1. Lincoln in the Bardo, by George Saunders. (Random House) Visiting the grave of his recently deceased young son in 1862, Lincoln encounters a cemetery full of ghosts.
2. Norse Mythology, by Neil Gaiman. (Norton) A retelling of Norse folklore.
3. Echoes in Death, by J.D. Robb. (St. Martin’s) Lt. Eve Dallas investigates a fatal home invasion. By Nora Roberts, writing pseudonymously.
4. Heartbreak Hotel, by Jonathan Kellerman. (Ballantine) Psychologist Alex Delaware and LAPD Lt. Milo Sturgis investigate the mysterious death of an elderly woman. (x)
5. Never Never, by James Patterson and Candice Fox. (Little, Brown) Harriet Blue, a Sydney sex crimes detective, is sent to the outback (the never never) to investigate the disappearance of a mine worker. The first in a series.
6. Two by Two, by Nicholas Sparks. (Grand Central) A man who became a single father when his marriage and business collapsed learns to take a chance on a new love.
7. The Whistler, by John Grisham. (Doubleday) A whistleblower alerts a Florida investigator to judicial corruption involving the mob and Indian casinos.
8. The Girl Before, by J.P. Delaney. (Ballantine) A sadistic architect builds a house that controls its (young, female) inhabitants in this psychological thriller, soon to be a movie. (x)
9. The Underground Railroad, by Colson Whitehead. (Doubleday) A slave girl heads toward freedom on the network, envisioned as actual tracks and tunnels.

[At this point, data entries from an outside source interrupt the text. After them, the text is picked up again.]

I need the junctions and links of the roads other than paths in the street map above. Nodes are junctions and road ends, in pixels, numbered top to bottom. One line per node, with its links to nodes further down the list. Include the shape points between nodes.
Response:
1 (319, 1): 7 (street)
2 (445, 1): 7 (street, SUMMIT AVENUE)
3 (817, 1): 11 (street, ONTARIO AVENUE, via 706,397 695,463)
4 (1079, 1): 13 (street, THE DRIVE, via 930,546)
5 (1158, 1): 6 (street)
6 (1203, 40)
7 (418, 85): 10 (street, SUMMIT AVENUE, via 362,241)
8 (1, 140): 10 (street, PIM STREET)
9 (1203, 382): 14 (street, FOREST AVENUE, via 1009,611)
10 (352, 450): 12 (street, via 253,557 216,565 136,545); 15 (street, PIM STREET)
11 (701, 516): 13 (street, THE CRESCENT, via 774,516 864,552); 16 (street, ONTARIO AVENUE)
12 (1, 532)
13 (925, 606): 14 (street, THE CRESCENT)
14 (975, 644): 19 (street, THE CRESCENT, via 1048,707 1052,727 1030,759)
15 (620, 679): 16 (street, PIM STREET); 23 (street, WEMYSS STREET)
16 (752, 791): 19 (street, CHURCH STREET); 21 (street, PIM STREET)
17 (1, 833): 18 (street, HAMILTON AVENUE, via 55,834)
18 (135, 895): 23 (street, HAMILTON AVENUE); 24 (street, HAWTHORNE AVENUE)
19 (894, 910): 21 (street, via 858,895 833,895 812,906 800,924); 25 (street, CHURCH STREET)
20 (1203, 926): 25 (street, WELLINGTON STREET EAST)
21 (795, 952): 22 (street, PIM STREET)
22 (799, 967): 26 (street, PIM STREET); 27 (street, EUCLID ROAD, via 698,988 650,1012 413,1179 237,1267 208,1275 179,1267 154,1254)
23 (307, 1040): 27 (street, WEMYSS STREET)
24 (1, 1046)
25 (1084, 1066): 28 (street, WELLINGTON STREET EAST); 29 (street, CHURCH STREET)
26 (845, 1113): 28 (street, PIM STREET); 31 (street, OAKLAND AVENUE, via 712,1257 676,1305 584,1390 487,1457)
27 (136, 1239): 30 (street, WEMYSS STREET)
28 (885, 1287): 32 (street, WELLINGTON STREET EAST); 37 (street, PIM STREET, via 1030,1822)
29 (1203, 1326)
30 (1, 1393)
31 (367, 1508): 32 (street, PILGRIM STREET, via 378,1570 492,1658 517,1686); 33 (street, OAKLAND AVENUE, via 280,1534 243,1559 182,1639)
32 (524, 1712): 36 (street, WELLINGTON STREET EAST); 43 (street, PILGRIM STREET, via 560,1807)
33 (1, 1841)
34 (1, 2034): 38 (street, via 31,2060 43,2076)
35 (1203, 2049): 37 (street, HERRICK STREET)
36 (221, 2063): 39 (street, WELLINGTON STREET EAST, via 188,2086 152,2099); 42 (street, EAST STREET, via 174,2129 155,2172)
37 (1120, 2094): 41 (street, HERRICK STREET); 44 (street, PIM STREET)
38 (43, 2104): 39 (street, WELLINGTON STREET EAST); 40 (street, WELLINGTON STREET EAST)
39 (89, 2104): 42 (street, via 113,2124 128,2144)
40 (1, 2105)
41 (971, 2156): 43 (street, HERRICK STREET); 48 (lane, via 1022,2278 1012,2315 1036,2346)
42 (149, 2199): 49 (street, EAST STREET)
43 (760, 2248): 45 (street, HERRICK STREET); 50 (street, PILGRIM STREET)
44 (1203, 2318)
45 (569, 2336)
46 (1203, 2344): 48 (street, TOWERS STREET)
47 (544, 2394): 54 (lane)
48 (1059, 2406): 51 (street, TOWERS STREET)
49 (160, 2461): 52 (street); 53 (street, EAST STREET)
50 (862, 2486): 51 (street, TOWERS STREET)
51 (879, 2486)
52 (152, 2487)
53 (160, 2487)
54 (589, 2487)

10. Right Behind You, by Lisa Gardner. (Dutton) Former FBI profiler Pierce Quincy and his partner, Rainie Conner, foster a girl whose older brother murdered their drunken father. Now, eight years later, he has killed again. (x)
1. Hillbilly Elegy, by J.D. Vance. (HarperCollins) A Yale Law School graduate looks at the struggles of America’s white working class through his own childhood in the Rust Belt.
2. This Life I Live, by Rory Feek. (W Publishing/Thomas Nelson) Songwriter describes his difficult childhood, love for his wife, and her death from cancer in 2016. (b)
3. Killing the Rising Sun, by Bill O’Reilly and Martin Dugard. (Holt) “The O’Reilly Factor” host recounts the final years of World War II.
4. The Magnolia Story, by Chip Gaines and Joanna Gaines with Mark Dagostino. (W Publishing/Thomas Nelson) The lives of the couple who star in the HGTV show “Fixer Upper.”
5. Big Agenda, by David Horowitz. (Humanix) A battle plan for the Trump White House. (b)
6. The Book of Joy, by the Dalai Lama and Desmond Tutu with Douglas Abrams. (Avery) Two spiritual leaders discuss how to find joy in the face of suffering.
7. Three Days in January, by Bret Baier with Catherine Whitney. (Morrow/HarperCollins) Eisenhower’s farewell address and his role in the Kennedy transition.
8. Born a Crime, by Trevor Noah. (Spiegel & Grau) “The Daily Show” host’s memoir about growing up biracial in apartheid South Africa.
9. Hidden Figures, by Margot Lee Shetterly. (Morrow/HarperCollins) The black female mathematicians who worked at then-segregated NASA. The basis of the movie.
10. You Are the Universe, by Deepak Chopra and Menas Kafatos. (Harmony) Defining a human universe in which each of us is a co-creator of reality. (b)
Advice, How-To, Miscellaneous
1. The Five Love Languages, by Gary Chapman. (Northfield) A guide to communicating love in a way that a spouse will understand.
2. You Are a Badass, by Jen Sincero. (Running Press) Tips for the doubtful and self-effacing on roaring ahead through life.
3. The Lose Your Belly Diet, by Travis Stork. (Ghost Mountain) An eating plan that includes improving “gut health.”
4. The Subtle Art of Not Giving a ----, by Mark Manson. (HarperOne/HarperCollins) How to stop trying to be “positive” all the time and instead become better at handling adversity. (b)
5. The Whole30, by Melissa Hartwig. (Houghton Mifflin Harcourt) A 30-day guide to better health, weight loss, improved digestion and a stronger immune system. (x)(b)
Rankings reflect sales at venues nationwide for the week ending Feb. 18. An (x) indicates that a book’s sales are barely distinguishable from those of the book above. A (b) indicates that some sellers report receiving bulk orders.